[REQUIREMENT] Look through the listing below, find every line with the string "name", and copy it.

#### DATASET CONTENT ####

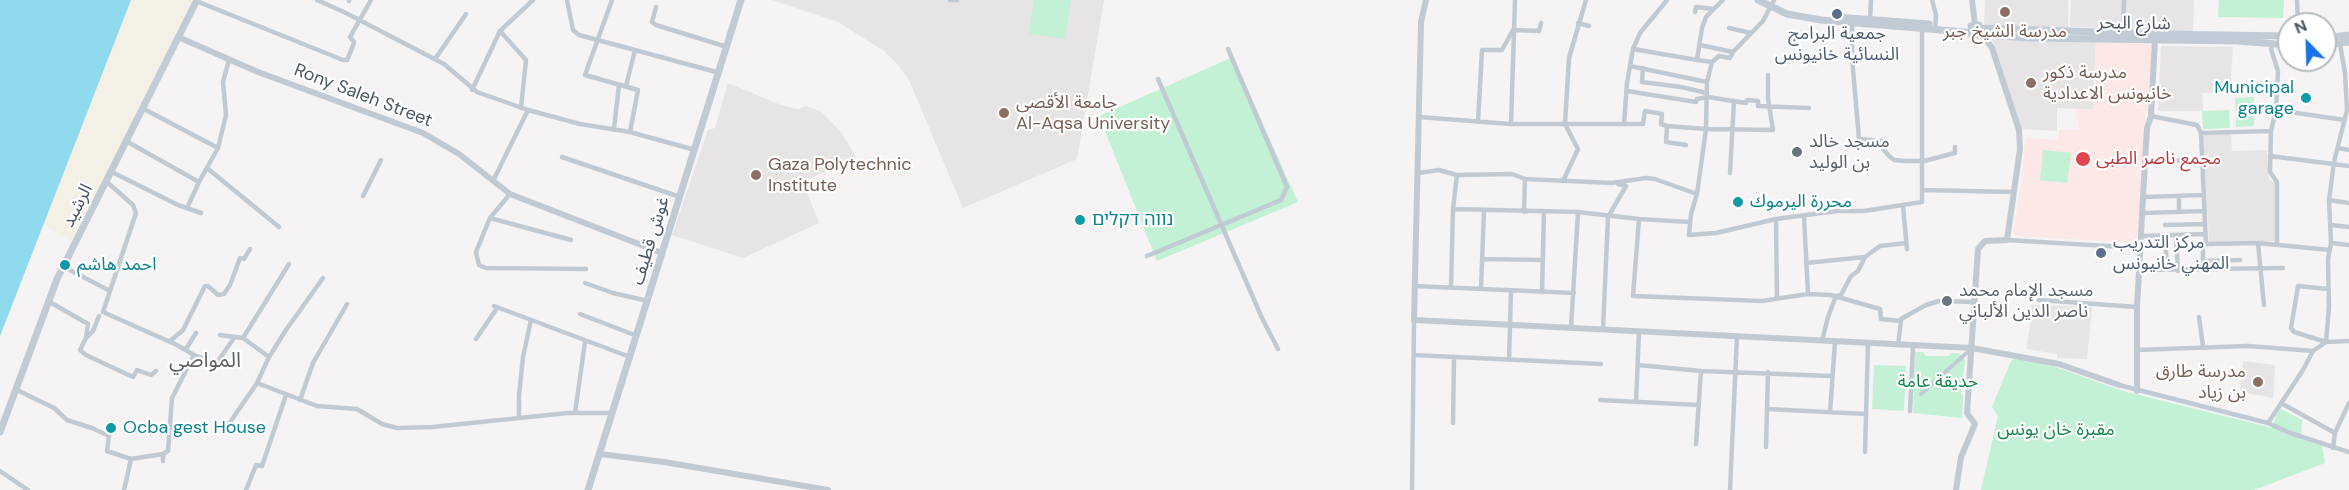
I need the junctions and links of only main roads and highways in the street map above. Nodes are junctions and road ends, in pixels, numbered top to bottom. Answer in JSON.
{"nodes":[{"id":1,"x":196,"y":0,"type":"edge"},
{"id":2,"x":741,"y":0,"type":"edge"},
{"id":3,"x":1759,"y":1,"type":"edge"},
{"id":4,"x":1773,"y":4,"type":"edge"},
{"id":5,"x":1870,"y":21,"type":"junction"},
{"id":6,"x":1935,"y":27,"type":"junction"},
{"id":7,"x":1976,"y":31,"type":"junction"},
{"id":8,"x":2273,"y":35,"type":"junction"},
{"id":9,"x":2277,"y":35,"type":"edge"},
{"id":10,"x":2349,"y":35,"type":"edge"},
{"id":11,"x":2339,"y":40,"type":"joint"},
{"id":12,"x":2349,"y":42,"type":"edge"},
{"id":13,"x":2272,"y":44,"type":"junction"},
{"id":14,"x":2277,"y":44,"type":"edge"},
{"id":15,"x":0,"y":432,"type":"edge"},
{"id":16,"x":588,"y":490,"type":"edge"}],
"edges":[{"from":1,"to":15,"type":"main road","name":"الرشيد"},
{"from":2,"to":16,"type":"main road","name":"غوش قطيف"},
{"from":3,"to":4,"type":"main road","name":"شارع البحر"},
{"from":4,"to":5,"type":"main road","name":"شارع البحر"},
{"from":4,"to":5,"type":"main road","name":"شارع البحر"},
{"from":5,"to":6,"type":"main road","name":"شارع البحر"},
{"from":5,"to":6,"type":"main road","name":"شارع البحر"},
{"from":6,"to":7,"type":"main road","name":"شارع البحر"},
{"from":7,"to":8,"type":"main road","name":"شارع البحر"},
{"from":7,"to":13,"type":"main road","name":"شارع البحر"},
{"from":8,"to":9,"type":"main road","name":"شارع البحر"},
{"from":8,"to":13,"type":"main road"},
{"from":10,"to":11,"type":"main road"},
{"from":11,"to":12,"type":"main road"},
{"from":13,"to":14,"type":"main road","name":"شارع البحر"}]}
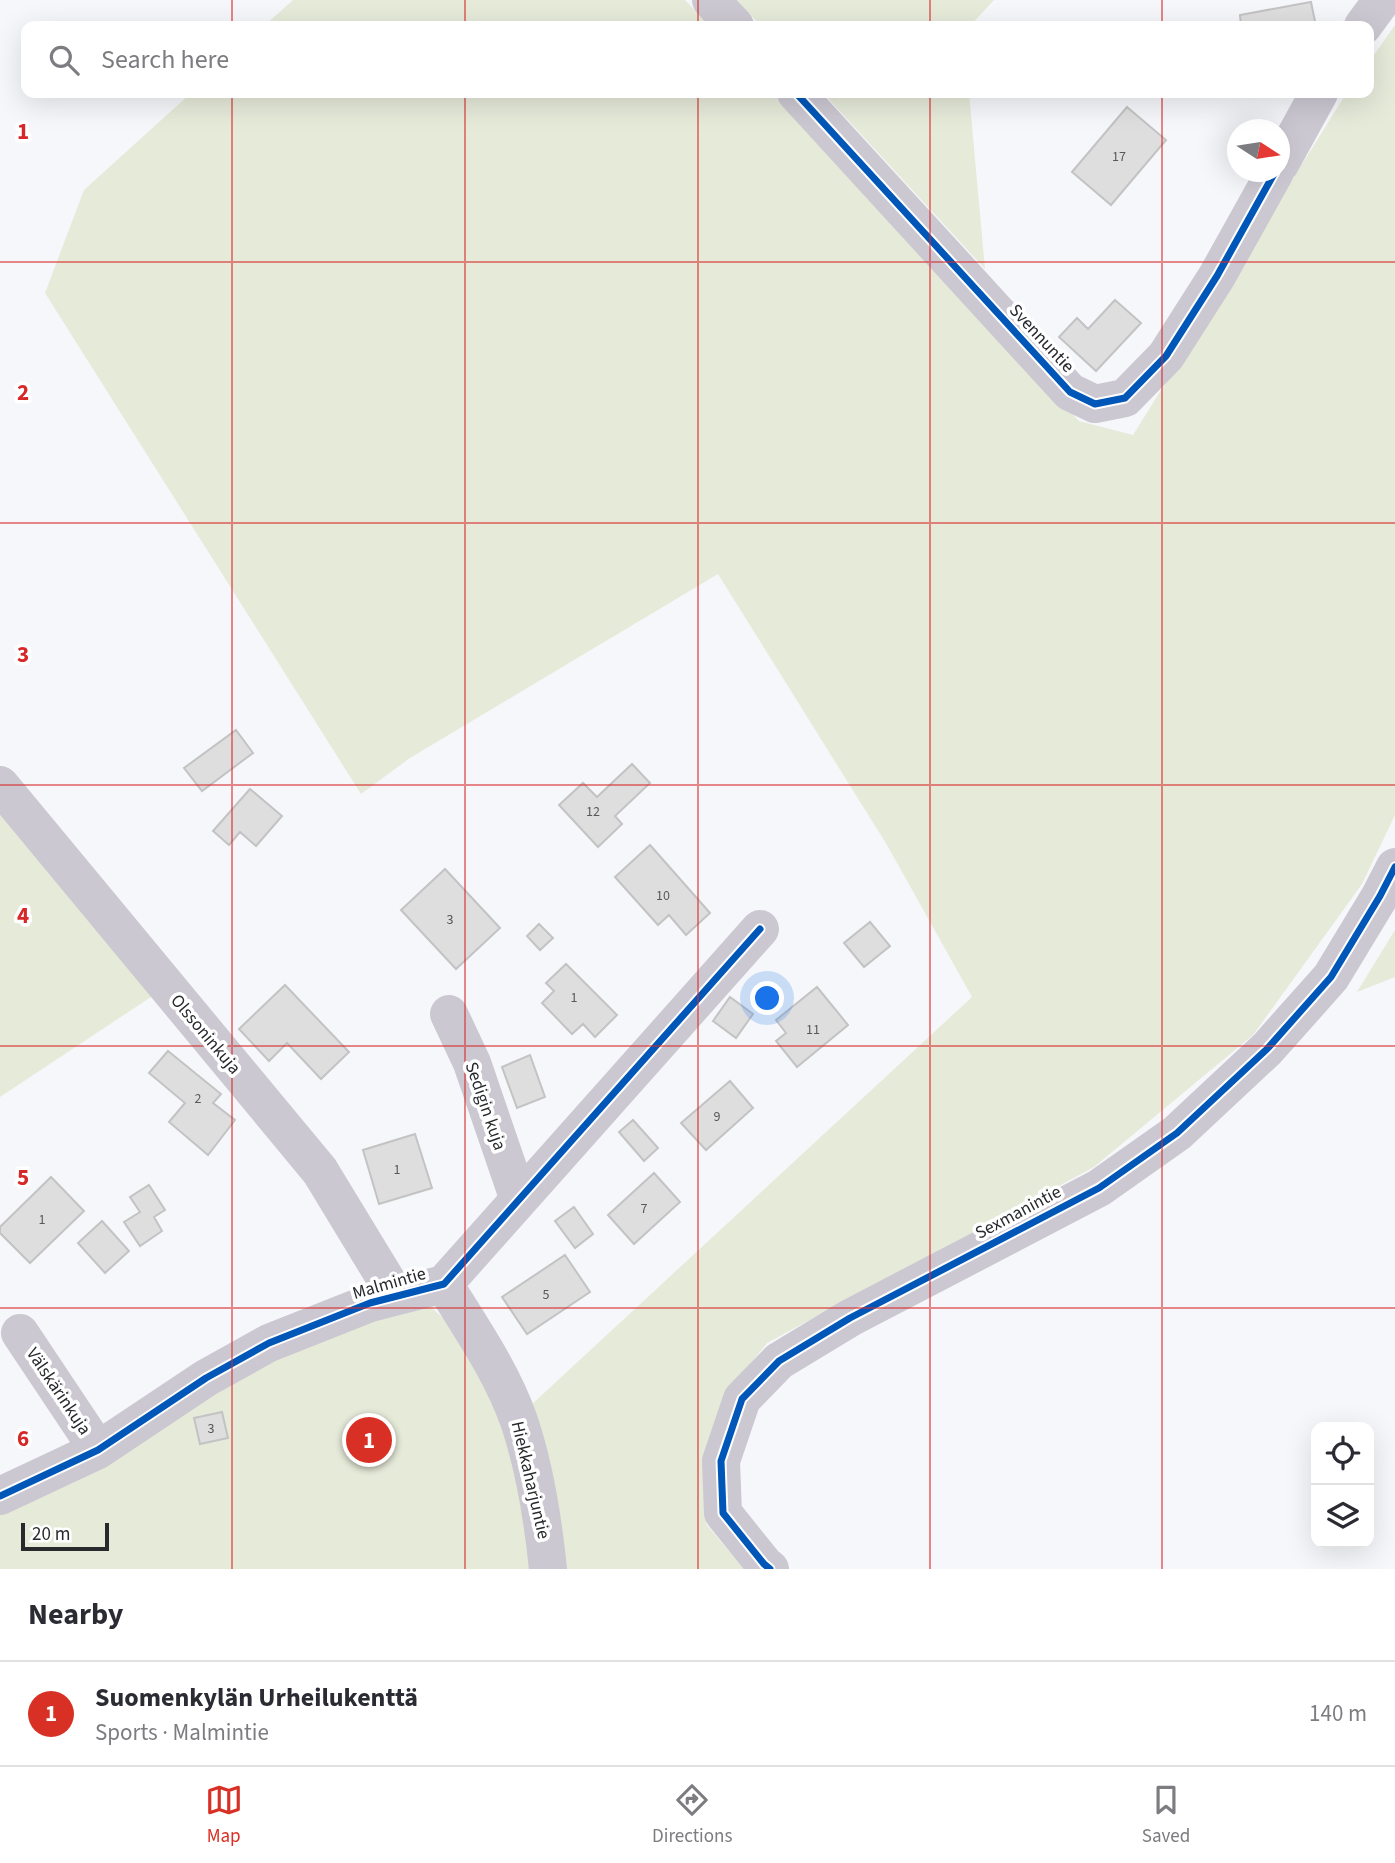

####

[WRITTEN ANSWER]
"edges":[{"from":1,"to":15,"type":"main road","name":"الرشيد"},
{"from":2,"to":16,"type":"main road","name":"غوش قطيف"},
{"from":3,"to":4,"type":"main road","name":"شارع البحر"},
{"from":4,"to":5,"type":"main road","name":"شارع البحر"},
{"from":4,"to":5,"type":"main road","name":"شارع البحر"},
{"from":5,"to":6,"type":"main road","name":"شارع البحر"},
{"from":5,"to":6,"type":"main road","name":"شارع البحر"},
{"from":6,"to":7,"type":"main road","name":"شارع البحر"},
{"from":7,"to":8,"type":"main road","name":"شارع البحر"},
{"from":7,"to":13,"type":"main road","name":"شارع البحر"},
{"from":8,"to":9,"type":"main road","name":"شارع البحر"},
{"from":13,"to":14,"type":"main road","name":"شارع البحر"}]}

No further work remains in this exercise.